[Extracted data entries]
--------------------------------
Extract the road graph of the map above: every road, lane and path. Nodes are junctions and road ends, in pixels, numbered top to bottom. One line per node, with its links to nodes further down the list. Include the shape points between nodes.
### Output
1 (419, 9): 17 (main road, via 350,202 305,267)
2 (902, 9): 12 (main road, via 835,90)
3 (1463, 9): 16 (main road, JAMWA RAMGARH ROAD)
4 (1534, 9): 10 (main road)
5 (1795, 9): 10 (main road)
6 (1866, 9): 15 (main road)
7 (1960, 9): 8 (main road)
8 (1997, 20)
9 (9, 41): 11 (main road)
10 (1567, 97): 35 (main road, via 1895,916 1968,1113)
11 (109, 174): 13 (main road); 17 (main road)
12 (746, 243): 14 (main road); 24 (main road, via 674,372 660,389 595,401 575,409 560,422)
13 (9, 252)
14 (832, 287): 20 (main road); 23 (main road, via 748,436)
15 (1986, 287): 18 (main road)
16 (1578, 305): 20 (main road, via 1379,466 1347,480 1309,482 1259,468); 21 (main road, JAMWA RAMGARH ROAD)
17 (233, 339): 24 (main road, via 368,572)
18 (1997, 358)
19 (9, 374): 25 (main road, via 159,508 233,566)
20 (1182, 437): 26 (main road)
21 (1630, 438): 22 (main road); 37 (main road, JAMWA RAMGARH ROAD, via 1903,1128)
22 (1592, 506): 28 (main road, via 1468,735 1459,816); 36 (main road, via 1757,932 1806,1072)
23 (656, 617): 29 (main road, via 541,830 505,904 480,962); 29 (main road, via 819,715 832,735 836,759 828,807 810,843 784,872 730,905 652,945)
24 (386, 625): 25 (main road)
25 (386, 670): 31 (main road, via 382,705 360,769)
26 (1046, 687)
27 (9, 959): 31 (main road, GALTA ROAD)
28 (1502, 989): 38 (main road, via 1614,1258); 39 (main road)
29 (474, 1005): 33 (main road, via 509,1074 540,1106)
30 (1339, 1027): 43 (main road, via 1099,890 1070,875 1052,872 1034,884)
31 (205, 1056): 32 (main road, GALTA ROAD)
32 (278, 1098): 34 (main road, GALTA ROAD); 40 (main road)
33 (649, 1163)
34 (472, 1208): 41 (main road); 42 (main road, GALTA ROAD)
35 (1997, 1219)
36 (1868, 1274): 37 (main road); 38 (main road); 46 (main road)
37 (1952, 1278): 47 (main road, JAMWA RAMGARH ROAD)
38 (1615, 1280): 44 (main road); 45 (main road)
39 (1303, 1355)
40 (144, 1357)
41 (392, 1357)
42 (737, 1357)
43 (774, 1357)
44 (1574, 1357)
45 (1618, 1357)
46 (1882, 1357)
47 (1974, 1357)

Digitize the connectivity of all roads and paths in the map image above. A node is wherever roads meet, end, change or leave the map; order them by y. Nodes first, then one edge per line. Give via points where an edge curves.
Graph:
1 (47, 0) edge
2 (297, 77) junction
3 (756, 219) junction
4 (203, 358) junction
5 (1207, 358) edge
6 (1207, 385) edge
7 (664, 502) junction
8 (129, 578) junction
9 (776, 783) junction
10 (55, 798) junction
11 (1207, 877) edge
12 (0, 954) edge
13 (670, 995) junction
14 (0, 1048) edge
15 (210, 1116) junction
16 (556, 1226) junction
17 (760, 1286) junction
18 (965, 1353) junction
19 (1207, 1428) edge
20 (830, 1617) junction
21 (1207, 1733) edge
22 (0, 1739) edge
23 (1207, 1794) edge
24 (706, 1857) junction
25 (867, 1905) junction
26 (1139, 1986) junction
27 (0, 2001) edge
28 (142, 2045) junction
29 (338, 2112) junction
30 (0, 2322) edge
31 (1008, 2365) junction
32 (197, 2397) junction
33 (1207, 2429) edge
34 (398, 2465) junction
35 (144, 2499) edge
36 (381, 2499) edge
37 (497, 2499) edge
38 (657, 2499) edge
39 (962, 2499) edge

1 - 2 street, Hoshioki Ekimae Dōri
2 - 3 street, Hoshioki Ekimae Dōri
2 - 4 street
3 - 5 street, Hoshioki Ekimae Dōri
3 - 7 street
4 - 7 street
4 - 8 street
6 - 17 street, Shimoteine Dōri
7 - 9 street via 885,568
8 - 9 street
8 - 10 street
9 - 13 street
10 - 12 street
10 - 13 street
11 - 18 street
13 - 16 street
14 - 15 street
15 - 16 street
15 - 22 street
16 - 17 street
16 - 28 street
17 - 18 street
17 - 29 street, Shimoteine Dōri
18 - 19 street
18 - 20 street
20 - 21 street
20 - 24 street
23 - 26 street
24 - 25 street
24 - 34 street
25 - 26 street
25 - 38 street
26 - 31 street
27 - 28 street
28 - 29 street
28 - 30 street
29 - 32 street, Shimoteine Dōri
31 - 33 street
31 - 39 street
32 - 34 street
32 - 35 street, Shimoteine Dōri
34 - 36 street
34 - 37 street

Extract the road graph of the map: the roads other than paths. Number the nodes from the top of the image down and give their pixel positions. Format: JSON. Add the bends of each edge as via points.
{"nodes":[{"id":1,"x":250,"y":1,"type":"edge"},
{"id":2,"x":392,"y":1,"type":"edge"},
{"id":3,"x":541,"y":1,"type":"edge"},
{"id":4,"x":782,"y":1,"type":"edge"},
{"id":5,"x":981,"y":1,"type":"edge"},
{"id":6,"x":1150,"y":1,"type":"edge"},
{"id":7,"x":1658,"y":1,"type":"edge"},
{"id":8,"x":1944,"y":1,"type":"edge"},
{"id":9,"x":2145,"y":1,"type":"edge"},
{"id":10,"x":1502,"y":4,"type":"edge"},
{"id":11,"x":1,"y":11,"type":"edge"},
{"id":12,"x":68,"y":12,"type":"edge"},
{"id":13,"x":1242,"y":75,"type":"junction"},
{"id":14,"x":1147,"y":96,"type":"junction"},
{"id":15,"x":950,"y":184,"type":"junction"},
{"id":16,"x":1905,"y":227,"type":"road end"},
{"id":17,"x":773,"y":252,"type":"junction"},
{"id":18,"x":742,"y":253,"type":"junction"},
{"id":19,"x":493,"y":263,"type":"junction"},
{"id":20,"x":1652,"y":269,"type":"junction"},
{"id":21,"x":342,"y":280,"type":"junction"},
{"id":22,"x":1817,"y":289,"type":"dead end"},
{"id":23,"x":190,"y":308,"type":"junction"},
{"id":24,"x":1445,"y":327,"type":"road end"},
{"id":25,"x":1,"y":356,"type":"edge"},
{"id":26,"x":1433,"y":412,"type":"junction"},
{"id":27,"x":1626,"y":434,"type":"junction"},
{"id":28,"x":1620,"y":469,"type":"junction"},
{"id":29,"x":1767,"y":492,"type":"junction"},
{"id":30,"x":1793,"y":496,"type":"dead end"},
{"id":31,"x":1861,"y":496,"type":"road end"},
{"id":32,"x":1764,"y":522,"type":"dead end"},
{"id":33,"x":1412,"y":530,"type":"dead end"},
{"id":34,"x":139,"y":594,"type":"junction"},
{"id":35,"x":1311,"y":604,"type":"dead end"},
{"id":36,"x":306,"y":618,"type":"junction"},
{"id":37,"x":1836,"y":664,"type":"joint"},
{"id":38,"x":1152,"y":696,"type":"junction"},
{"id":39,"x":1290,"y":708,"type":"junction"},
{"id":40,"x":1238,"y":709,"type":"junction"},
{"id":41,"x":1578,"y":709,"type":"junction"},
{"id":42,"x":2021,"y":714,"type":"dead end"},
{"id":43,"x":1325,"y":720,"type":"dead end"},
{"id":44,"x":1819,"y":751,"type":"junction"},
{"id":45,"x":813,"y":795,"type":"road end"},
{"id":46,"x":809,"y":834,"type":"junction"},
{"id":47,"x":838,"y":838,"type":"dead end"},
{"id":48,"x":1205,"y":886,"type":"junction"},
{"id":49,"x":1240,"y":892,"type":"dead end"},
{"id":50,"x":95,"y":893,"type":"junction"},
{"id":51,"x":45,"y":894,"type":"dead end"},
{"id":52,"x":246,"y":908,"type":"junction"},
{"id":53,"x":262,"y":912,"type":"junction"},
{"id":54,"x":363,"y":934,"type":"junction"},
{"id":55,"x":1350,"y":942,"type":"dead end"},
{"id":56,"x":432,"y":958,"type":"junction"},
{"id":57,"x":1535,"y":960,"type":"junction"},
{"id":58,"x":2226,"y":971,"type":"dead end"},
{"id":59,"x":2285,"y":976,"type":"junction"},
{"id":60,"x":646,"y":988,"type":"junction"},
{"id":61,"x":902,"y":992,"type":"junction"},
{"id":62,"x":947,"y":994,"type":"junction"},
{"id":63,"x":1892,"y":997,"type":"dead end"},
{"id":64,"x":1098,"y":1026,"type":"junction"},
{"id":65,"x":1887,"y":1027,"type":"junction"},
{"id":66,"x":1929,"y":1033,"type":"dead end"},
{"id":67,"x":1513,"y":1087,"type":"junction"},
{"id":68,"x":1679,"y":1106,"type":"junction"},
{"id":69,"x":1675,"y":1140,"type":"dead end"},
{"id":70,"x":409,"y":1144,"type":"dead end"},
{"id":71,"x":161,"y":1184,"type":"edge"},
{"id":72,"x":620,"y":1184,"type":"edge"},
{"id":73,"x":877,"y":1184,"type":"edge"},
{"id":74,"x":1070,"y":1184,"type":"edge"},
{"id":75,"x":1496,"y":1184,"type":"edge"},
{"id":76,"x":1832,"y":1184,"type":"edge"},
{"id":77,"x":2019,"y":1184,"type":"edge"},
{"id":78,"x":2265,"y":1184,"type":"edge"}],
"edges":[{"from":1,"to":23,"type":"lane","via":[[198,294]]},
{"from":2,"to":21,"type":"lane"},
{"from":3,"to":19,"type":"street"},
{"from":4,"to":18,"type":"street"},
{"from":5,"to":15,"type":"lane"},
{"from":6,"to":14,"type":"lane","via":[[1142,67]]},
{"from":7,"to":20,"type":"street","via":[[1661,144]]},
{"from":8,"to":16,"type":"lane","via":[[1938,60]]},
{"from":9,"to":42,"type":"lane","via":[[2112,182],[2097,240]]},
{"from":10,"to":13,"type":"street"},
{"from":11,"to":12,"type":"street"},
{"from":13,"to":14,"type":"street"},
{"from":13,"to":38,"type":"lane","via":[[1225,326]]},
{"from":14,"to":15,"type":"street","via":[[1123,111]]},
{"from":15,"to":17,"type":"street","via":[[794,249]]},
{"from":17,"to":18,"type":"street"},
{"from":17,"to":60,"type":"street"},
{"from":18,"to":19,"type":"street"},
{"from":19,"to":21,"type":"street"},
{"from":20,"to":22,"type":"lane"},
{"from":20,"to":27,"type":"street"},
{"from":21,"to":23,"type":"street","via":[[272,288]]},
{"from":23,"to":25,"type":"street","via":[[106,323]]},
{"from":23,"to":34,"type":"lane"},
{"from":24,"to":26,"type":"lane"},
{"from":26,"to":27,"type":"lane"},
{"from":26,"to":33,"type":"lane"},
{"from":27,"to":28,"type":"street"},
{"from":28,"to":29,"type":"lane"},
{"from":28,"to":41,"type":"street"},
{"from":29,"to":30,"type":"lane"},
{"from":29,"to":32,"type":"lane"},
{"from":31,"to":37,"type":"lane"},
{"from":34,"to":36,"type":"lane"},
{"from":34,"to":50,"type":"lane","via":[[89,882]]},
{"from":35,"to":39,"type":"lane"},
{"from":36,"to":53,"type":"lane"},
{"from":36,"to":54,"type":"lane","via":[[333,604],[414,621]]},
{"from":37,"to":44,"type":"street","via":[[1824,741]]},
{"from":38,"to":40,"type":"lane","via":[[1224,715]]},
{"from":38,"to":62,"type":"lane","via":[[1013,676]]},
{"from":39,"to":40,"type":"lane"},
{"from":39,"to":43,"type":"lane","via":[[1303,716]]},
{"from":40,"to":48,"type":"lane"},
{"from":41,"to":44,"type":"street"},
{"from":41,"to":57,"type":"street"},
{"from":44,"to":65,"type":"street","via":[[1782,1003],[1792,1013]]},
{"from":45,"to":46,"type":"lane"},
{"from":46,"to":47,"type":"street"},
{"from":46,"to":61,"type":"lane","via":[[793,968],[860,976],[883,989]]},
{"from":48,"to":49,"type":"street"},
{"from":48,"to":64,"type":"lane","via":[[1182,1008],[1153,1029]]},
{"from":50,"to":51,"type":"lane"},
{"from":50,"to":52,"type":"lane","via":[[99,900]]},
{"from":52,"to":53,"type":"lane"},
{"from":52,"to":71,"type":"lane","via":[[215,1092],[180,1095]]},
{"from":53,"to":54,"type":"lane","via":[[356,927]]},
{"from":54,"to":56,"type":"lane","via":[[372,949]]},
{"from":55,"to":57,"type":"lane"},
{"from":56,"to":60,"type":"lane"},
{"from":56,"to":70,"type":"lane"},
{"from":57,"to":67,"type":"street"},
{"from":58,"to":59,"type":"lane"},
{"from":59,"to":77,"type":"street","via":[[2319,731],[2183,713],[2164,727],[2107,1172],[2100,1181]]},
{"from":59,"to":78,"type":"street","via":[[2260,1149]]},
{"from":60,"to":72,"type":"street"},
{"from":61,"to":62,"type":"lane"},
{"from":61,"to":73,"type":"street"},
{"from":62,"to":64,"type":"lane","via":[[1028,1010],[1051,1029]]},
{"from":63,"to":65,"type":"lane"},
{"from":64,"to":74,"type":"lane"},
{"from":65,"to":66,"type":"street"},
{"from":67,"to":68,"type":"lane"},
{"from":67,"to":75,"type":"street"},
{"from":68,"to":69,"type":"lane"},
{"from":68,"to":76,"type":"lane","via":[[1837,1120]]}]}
--------------------------------
Take every line from the records that holds "Dōri" and copy it down.

1 - 2 street, Hoshioki Ekimae Dōri
2 - 3 street, Hoshioki Ekimae Dōri
3 - 5 street, Hoshioki Ekimae Dōri
6 - 17 street, Shimoteine Dōri
17 - 29 street, Shimoteine Dōri
29 - 32 street, Shimoteine Dōri
32 - 35 street, Shimoteine Dōri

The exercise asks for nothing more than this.